- [Problem statement] Exact reproduction of the following data is required.

Given records START

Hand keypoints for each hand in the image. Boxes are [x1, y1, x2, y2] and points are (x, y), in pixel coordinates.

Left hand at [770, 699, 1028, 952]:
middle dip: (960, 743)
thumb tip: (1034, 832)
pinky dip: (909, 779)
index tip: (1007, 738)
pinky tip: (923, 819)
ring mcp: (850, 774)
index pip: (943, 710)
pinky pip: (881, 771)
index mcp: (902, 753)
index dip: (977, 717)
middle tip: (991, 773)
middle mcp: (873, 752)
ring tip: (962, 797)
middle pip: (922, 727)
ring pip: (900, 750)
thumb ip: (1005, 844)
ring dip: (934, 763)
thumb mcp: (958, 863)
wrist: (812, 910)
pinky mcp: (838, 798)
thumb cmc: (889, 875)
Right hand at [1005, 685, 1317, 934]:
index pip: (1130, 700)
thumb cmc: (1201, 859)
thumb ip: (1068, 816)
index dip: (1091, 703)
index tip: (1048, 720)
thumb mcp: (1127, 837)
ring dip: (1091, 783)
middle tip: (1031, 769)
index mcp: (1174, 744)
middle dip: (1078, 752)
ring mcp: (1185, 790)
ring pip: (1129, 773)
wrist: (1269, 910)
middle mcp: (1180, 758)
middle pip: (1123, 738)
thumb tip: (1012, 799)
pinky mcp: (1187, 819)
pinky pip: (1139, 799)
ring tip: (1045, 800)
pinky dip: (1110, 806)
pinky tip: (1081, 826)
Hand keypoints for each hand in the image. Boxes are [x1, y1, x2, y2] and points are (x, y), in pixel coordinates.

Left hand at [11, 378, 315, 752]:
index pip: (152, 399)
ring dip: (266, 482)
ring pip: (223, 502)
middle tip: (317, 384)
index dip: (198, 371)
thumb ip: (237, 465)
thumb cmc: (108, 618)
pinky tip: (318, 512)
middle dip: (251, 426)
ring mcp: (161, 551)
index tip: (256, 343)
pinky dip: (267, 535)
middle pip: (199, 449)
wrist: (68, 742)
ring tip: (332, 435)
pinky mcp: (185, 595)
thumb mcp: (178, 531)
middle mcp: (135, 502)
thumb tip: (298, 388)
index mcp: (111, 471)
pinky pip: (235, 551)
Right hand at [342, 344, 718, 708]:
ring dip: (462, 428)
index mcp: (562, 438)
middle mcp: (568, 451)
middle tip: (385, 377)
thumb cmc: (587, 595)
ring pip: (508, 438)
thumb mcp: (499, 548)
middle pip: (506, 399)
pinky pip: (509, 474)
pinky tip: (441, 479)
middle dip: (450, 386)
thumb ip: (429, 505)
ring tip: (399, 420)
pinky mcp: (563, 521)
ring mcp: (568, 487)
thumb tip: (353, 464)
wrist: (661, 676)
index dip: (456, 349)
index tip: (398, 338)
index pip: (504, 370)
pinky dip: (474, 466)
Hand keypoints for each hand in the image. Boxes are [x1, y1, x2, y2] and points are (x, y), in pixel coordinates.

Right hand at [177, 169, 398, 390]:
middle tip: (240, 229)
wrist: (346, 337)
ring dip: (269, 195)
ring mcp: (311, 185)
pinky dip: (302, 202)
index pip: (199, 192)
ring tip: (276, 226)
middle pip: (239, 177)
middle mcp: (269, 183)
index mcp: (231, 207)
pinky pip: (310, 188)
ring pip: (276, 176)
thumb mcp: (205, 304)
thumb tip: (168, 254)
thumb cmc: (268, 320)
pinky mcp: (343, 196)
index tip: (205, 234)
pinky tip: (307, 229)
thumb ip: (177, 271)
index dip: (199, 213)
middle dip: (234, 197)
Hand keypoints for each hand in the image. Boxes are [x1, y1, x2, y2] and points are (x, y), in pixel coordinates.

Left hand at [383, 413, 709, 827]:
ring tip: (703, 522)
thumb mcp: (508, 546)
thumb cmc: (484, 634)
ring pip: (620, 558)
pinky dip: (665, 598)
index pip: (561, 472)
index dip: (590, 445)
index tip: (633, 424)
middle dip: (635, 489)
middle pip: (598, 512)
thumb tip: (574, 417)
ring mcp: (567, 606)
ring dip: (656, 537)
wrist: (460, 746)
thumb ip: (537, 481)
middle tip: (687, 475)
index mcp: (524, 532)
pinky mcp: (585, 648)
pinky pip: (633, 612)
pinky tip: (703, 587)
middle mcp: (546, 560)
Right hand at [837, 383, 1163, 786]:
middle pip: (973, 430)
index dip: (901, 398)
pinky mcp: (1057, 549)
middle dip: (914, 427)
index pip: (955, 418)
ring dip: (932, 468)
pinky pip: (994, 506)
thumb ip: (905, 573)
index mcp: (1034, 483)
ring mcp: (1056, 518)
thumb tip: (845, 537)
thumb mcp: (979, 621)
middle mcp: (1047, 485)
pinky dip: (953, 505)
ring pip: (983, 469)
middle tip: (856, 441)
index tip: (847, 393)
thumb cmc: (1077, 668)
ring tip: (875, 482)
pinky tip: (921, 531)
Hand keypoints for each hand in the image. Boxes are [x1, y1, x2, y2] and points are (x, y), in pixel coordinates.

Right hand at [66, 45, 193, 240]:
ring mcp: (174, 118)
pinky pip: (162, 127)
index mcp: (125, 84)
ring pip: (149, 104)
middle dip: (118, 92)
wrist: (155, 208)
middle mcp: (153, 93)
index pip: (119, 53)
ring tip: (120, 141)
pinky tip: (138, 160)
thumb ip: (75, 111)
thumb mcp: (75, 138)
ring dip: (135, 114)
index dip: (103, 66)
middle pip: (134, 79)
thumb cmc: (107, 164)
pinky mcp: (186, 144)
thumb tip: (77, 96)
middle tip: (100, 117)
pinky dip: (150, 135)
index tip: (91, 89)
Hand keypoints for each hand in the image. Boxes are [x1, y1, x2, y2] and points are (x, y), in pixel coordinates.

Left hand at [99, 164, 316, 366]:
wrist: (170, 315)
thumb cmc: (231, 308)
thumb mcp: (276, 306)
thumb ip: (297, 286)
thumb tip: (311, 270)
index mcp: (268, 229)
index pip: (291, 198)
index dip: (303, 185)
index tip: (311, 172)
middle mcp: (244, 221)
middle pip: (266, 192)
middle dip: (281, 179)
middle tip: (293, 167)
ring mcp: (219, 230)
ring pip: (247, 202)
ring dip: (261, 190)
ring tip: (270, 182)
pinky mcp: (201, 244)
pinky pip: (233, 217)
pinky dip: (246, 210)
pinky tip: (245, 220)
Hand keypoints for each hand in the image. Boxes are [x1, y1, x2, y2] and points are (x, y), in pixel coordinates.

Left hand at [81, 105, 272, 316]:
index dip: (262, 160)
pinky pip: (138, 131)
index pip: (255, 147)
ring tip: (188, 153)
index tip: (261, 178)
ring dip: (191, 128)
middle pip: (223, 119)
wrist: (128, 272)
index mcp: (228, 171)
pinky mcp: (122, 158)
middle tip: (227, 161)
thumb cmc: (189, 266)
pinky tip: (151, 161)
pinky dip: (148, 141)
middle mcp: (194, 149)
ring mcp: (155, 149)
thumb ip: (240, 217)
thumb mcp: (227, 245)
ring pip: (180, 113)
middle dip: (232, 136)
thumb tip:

Given records END

- [Reply]
Hand keypoints for each hand in the image. Boxes are [x1, y1, x2, y2] and points are (x, y), in pixel coordinates.

Left hand at [770, 699, 1028, 952]:
middle dip: (960, 743)
thumb tip: (1034, 832)
pinky dip: (909, 779)
index tip: (1007, 738)
pinky tip: (923, 819)
ring mcp: (850, 774)
index pip: (943, 710)
pinky pip: (881, 771)
index mcp: (902, 753)
index dip: (977, 717)
middle tip: (991, 773)
middle mcp: (873, 752)
ring tip: (962, 797)
middle pip: (922, 727)
ring pip: (900, 750)
thumb ip: (1005, 844)
ring dip: (934, 763)
thumb mcp: (958, 863)
wrist: (812, 910)
pinky mcp: (838, 798)
thumb cmc: (889, 875)
Right hand at [1005, 685, 1317, 934]:
index pip: (1130, 700)
thumb cmc: (1201, 859)
thumb ip: (1068, 816)
index dip: (1091, 703)
index tip: (1048, 720)
thumb mcp: (1127, 837)
ring dip: (1091, 783)
middle tip: (1031, 769)
index mcp: (1174, 744)
middle dip: (1078, 752)
ring mcp: (1185, 790)
ring pip: (1129, 773)
wrist: (1269, 910)
middle mcp: (1180, 758)
middle pip: (1123, 738)
thumb tip: (1012, 799)
pinky mcp: (1187, 819)
pinky pip: (1139, 799)
ring tip: (1045, 800)
pinky dip: (1110, 806)
pinky tip: (1081, 826)
Hand keypoints for each hand in the image. Boxes are [x1, y1, x2, y2] and points are (x, y), in pixel coordinates.

Left hand at [11, 378, 315, 752]:
index pip: (152, 399)
ring dip: (266, 482)
ring pip: (223, 502)
middle tip: (317, 384)
index dip: (198, 371)
thumb ip: (237, 465)
thumb cmc: (108, 618)
pinky tip: (318, 512)
middle dip: (251, 426)
ring mcp: (161, 551)
index tip: (256, 343)
pinky dip: (267, 535)
middle pip: (199, 449)
wrist: (68, 742)
ring tip: (332, 435)
pinky mcp: (185, 595)
thumb mcp: (178, 531)
middle mcp: (135, 502)
thumb tip: (298, 388)
index mcp: (111, 471)
pinky pip: (235, 551)
Right hand at [342, 344, 718, 708]:
ring dip: (462, 428)
index mcp: (562, 438)
middle mcp: (568, 451)
middle tip: (385, 377)
thumb cmc: (587, 595)
ring pip: (508, 438)
thumb mcp: (499, 548)
middle pip: (506, 399)
pinky pip: (509, 474)
pinky tip: (441, 479)
middle dip: (450, 386)
thumb ip: (429, 505)
ring tip: (399, 420)
pinky mcp: (563, 521)
ring mcp: (568, 487)
thumb tip: (353, 464)
wrist: (661, 676)
index dip: (456, 349)
index tip: (398, 338)
index pip: (504, 370)
pinky dip: (474, 466)
Hand keypoints for each hand in the image. Boxes are [x1, y1, x2, y2] and points are (x, y), in pixel coordinates.

Right hand at [177, 169, 398, 390]:
middle tip: (240, 229)
wrist: (346, 337)
ring dip: (269, 195)
ring mcp: (311, 185)
pinky dip: (302, 202)
index pip: (199, 192)
ring tip: (276, 226)
middle pip: (239, 177)
middle mcp: (269, 183)
index mcp: (231, 207)
pinky pip: (310, 188)
ring pip: (276, 176)
thumb mcp: (205, 304)
thumb tip: (168, 254)
thumb cmc: (268, 320)
pinky mcp: (343, 196)
index tip: (205, 234)
pinky tip: (307, 229)
thumb ip: (177, 271)
index dip: (199, 213)
middle dip: (234, 197)
Hand keypoints for each hand in the image. Boxes are [x1, y1, x2, y2] and points are (x, y), in pixel coordinates.

Left hand at [383, 413, 709, 827]:
ring tip: (703, 522)
thumb mcp: (508, 546)
thumb cmc: (484, 634)
ring pip: (620, 558)
pinky dip: (665, 598)
index pip: (561, 472)
index dip: (590, 445)
index tip: (633, 424)
middle dip: (635, 489)
middle pip: (598, 512)
thumb tip: (574, 417)
ring mcp: (567, 606)
ring dip: (656, 537)
wrist: (460, 746)
thumb ip: (537, 481)
middle tip: (687, 475)
index mcp: (524, 532)
pinky mcp: (585, 648)
pinky pip: (633, 612)
pinky tip: (703, 587)
middle mcp: (546, 560)
Right hand at [837, 383, 1163, 786]:
middle pip: (973, 430)
index dip: (901, 398)
pinky mcp: (1057, 549)
middle dip: (914, 427)
index pip: (955, 418)
ring dip: (932, 468)
pinky pip: (994, 506)
thumb ip: (905, 573)
index mcp: (1034, 483)
ring mcp: (1056, 518)
thumb tip: (845, 537)
thumb mcp: (979, 621)
middle mcp: (1047, 485)
pinky dip: (953, 505)
ring pip: (983, 469)
middle tip: (856, 441)
index tip: (847, 393)
thumb cmc: (1077, 668)
ring tip: (875, 482)
pinky tip: (921, 531)
Hand keypoints for each hand in the image. Boxes are [x1, y1, x2, y2] and points are (x, y), in pixel coordinates.

Right hand at [66, 45, 193, 240]:
ring mcp: (174, 118)
pinky pip: (162, 127)
index mcp: (125, 84)
ring pip: (149, 104)
middle dip: (118, 92)
wrist: (155, 208)
middle mcp: (153, 93)
index pip: (119, 53)
ring tip: (120, 141)
pinky tip: (138, 160)
thumb ip: (75, 111)
thumb mcp: (75, 138)
ring dip: (135, 114)
index dip: (103, 66)
middle pip: (134, 79)
thumb cmc: (107, 164)
pinky mcp: (186, 144)
thumb tip: (77, 96)
middle tip: (100, 117)
pinky dip: (150, 135)
index tip: (91, 89)
Hand keypoints for each hand in the image. Boxes are [x1, y1, x2, y2] and points are (x, y), in pixel coordinates.

Left hand at [99, 164, 316, 366]:
wrist: (170, 315)
thumb cmc: (231, 308)
thumb mcp: (276, 306)
thumb ip: (297, 286)
thumb tip: (311, 270)
index mcp: (268, 229)
index pip: (291, 198)
index dip: (303, 185)
index tip: (311, 172)
middle mcp: (244, 221)
middle pip: (266, 192)
middle dip: (281, 179)
middle tip: (293, 167)
ring mcp: (219, 230)
ring pip: (247, 202)
ring dip: (261, 190)
ring tip: (270, 182)
pinky mcp: (201, 244)
pinky pip: (233, 217)
pinky dip: (246, 210)
pinky tip: (245, 220)
Hand keypoints for each hand in the image. Boxes are [x1, y1, x2, y2] and points are (x, y), in pixel coordinates.

Left hand at [81, 105, 272, 316]:
index dip: (262, 160)
pinky pip: (138, 131)
index pip: (255, 147)
ring tip: (188, 153)
index tip: (261, 178)
ring dip: (191, 128)
middle pip: (223, 119)
wrist: (128, 272)
index mcp: (228, 171)
pinky mcp: (122, 158)
middle tip: (227, 161)
thumb cmc: (189, 266)
pinky tip: (151, 161)
pinky dip: (148, 141)
middle mcp: (194, 149)
ring mcp: (155, 149)
thumb ip: (240, 217)
thumb mcp: (227, 245)
ring pip: (180, 113)
middle dip: (232, 136)
thumb tip:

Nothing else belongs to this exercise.